CHAPTER 71

Watch out!” the scrawny Tennessee mountain boy, Elvis Peete, cried out in pain. “Someone’s up there on the third level with a gun and—”

Elvis hit the floor, already dead, gouts of blood pumping from a stomach wound.

Stoke got a glimpse of the guy up there, just a kid, really, trying too late to duck away. He put one through his forehead. Guy fell forward over the railing and plummeted downward. Three of his guys had to step aside to avoid being hit by the falling body.

He landed with a sickening thud at their feet, spattering their combat boots with soupy blood. He was on his back, blood seeping from his mouth and nostrils, his dead eyes staring up at nothing.

“What the fuck?” Brock said. “This dumb shit’s wearing a coat and tie!”

Hawke nodded imperceptibly at Stokely. The two men each plucked a dangling pineapple from their web belts, heaving the two stun grenades simultaneously on the count of two, up to the second-floor balcony.

The twin blasts, the horrific BOOM, and the blinding flash of light were deafening within the marble interior. And disorienting to anyone within immediate range of the blast.

“Okay. Let’s move,” Stoke said, starting up the stairs after Hawke.

“Go right,” Hawke said, going left himself at the top.

As he mounted the top step he saw someone to his left dart back inside an opened door. He tossed a smoke grenade, bouncing and rolling it; it stopped just outside the door, the fuse loudly hissing. Another well-dressed figure, male, stepped out in order to kick the grenade away when Hawke shot him through the heart, swung the still-chattering M5 machine gun upward to a man firing down on his troops from the balcony above, saw him crumple, half his chest torn away by the tearing slugs.

Suddenly, it came to him.

He stepped to the rail and shouted across the open atrium to Stoke and his men.

“These guards? All bloody Te-Wu, Stoke!” he said. “Assassins from the Academy! So you men mind your heads.”

Stoke answered with a long burst from his weapon.

There was an open door at the corner.

He could see armed folks, men and women, all stacked up, waiting to come out and engage the invaders. Did it make any sense? Maybe they were highly motivated, crack shots, expert marksmen. But he saw fear. Terror. And panic on their youthful faces. Some kind of suicide do, or something? But they were trying to kill him and his guys, and so he opened fire.

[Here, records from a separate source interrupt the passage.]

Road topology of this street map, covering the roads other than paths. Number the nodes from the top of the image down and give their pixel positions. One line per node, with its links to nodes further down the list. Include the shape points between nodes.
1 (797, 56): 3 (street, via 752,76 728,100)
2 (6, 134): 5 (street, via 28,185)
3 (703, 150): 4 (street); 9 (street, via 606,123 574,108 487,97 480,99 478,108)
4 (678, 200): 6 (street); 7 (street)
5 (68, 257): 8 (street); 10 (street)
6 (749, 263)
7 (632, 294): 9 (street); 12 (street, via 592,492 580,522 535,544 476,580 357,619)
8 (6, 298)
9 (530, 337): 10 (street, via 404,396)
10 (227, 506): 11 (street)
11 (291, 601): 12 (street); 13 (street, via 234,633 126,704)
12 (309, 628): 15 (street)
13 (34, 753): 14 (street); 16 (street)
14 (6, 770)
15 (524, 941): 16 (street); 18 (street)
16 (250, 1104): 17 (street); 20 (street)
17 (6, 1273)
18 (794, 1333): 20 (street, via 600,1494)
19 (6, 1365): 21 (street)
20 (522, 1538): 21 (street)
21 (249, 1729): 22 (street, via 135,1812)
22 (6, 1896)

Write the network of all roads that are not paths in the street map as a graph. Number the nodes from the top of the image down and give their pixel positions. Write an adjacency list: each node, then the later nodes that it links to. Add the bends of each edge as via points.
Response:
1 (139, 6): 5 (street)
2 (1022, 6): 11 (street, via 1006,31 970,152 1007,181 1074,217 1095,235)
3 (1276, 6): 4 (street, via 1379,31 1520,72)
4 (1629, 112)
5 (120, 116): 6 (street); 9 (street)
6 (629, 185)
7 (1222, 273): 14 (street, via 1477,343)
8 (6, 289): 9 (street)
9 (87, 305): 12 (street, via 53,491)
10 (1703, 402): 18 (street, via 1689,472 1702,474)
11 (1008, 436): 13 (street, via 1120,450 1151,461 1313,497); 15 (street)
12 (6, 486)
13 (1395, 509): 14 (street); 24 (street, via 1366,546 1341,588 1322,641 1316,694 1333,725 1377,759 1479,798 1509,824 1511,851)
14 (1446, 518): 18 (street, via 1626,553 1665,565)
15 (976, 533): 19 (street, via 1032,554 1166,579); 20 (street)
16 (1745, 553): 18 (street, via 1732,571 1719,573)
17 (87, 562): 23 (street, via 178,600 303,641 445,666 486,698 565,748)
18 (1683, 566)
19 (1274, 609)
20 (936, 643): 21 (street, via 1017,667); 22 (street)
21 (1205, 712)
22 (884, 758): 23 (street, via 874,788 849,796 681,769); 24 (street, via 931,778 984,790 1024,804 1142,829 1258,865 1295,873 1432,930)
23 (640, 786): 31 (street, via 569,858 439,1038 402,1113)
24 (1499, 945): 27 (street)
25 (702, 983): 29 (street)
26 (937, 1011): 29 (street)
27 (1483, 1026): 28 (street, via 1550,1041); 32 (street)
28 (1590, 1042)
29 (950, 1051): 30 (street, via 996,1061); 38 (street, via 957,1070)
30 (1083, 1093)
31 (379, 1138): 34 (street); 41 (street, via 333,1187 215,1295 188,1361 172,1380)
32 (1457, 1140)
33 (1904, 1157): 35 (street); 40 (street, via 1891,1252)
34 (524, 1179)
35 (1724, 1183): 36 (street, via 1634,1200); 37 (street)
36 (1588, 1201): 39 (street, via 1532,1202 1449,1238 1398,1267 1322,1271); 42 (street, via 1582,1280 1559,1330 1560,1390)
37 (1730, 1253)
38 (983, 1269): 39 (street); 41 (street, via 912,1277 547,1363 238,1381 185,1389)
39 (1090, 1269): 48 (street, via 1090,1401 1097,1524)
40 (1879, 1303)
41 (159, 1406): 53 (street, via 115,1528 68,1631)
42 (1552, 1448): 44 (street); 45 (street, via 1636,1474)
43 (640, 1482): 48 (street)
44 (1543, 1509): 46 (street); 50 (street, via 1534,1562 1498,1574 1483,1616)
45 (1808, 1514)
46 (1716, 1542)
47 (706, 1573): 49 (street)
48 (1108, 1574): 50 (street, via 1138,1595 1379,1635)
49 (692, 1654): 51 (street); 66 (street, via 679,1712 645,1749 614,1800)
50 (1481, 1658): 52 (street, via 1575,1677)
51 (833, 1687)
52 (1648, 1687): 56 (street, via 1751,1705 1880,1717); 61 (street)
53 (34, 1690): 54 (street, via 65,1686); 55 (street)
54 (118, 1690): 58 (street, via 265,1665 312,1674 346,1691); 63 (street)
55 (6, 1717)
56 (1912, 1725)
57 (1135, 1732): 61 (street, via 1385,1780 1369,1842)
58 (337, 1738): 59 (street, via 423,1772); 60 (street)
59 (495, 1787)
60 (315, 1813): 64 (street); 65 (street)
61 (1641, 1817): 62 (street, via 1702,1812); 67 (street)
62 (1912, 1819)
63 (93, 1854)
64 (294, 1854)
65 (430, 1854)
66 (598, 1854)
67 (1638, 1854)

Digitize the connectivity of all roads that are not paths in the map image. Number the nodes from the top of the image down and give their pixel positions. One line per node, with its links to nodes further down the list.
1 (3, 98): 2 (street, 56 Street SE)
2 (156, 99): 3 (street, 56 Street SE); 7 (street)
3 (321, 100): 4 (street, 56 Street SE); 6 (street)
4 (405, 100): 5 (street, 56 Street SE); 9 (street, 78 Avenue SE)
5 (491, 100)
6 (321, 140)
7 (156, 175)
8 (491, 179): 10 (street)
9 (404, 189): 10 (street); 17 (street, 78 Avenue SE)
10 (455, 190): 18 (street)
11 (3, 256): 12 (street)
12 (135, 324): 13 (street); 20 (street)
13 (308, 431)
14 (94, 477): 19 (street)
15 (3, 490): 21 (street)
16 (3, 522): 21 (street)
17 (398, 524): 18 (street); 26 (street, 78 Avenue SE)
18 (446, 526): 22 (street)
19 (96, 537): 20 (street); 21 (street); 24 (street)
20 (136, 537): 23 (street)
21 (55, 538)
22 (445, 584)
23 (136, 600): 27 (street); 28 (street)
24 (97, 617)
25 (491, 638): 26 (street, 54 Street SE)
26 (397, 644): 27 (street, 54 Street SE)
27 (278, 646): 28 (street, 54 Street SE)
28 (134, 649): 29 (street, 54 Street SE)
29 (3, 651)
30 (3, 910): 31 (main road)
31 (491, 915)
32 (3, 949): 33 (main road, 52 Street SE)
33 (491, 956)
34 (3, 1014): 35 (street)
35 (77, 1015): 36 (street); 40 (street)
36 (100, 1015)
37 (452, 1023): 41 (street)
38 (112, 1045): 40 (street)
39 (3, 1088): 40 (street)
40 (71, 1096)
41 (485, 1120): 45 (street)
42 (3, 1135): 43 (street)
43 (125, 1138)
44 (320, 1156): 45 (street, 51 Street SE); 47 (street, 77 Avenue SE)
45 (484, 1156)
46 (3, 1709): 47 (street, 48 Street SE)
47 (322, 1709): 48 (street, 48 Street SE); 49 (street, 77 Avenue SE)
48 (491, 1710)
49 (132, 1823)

Do the thing you fear and the death of fear is certain.

The first guy to die fell back against the next in line. Stoke fired again. The man fell back against a young woman who pointed a gun at Stoke. And so he continued to shoot, his teeth clenched tight until his jaw ached.

Suddenly another door was flung open, then another and another. More of them. Like the others, armed with pistols, few machine guns. Boys wearing coats and ties fighting highly trained commandos wearing full body armor! Nuts! A guy fired at Stoke just as he took a knee and one of Stoke’s guys went down, his throat making horrible gurgling noises. What could they do? Kill or be killed, that’s all. He and his men returned a withering barrage.

Stoke was beginning to wonder how many more of these kids were in the building. They were everywhere. These kids were outgunned and obviously not at all used to close-quarters combat. Well, assassination was a one-on-one kind of killing. In the privacy of a hotel room or a dark alley. Not this kind of shit.

That’s when a guy who’d been on the ground feigning death jumped up in front of him, firing wildly. Stoke fired once, twice, three times, wordlessly and with great care. The force of the powerful rounds at such close quarters lifted the man off his feet, smashed him against the wall, pinned him there for one incredible second, nailed against the wall as if in spread-eagled crucifixion. Then he fell to the floor and Stoke stepped over him to find Hawke in the melee and somehow put an end to this slaughter. He’d now lost three men, with more wounded. And he was winning the damn war.

* * *

Hawke, meanwhile, was advancing up to the third floor. He and Fitz, with Brock bringing up the rear, mounted the steps. The third-floor galleries were empty except for countless expended shells scattered everywhere.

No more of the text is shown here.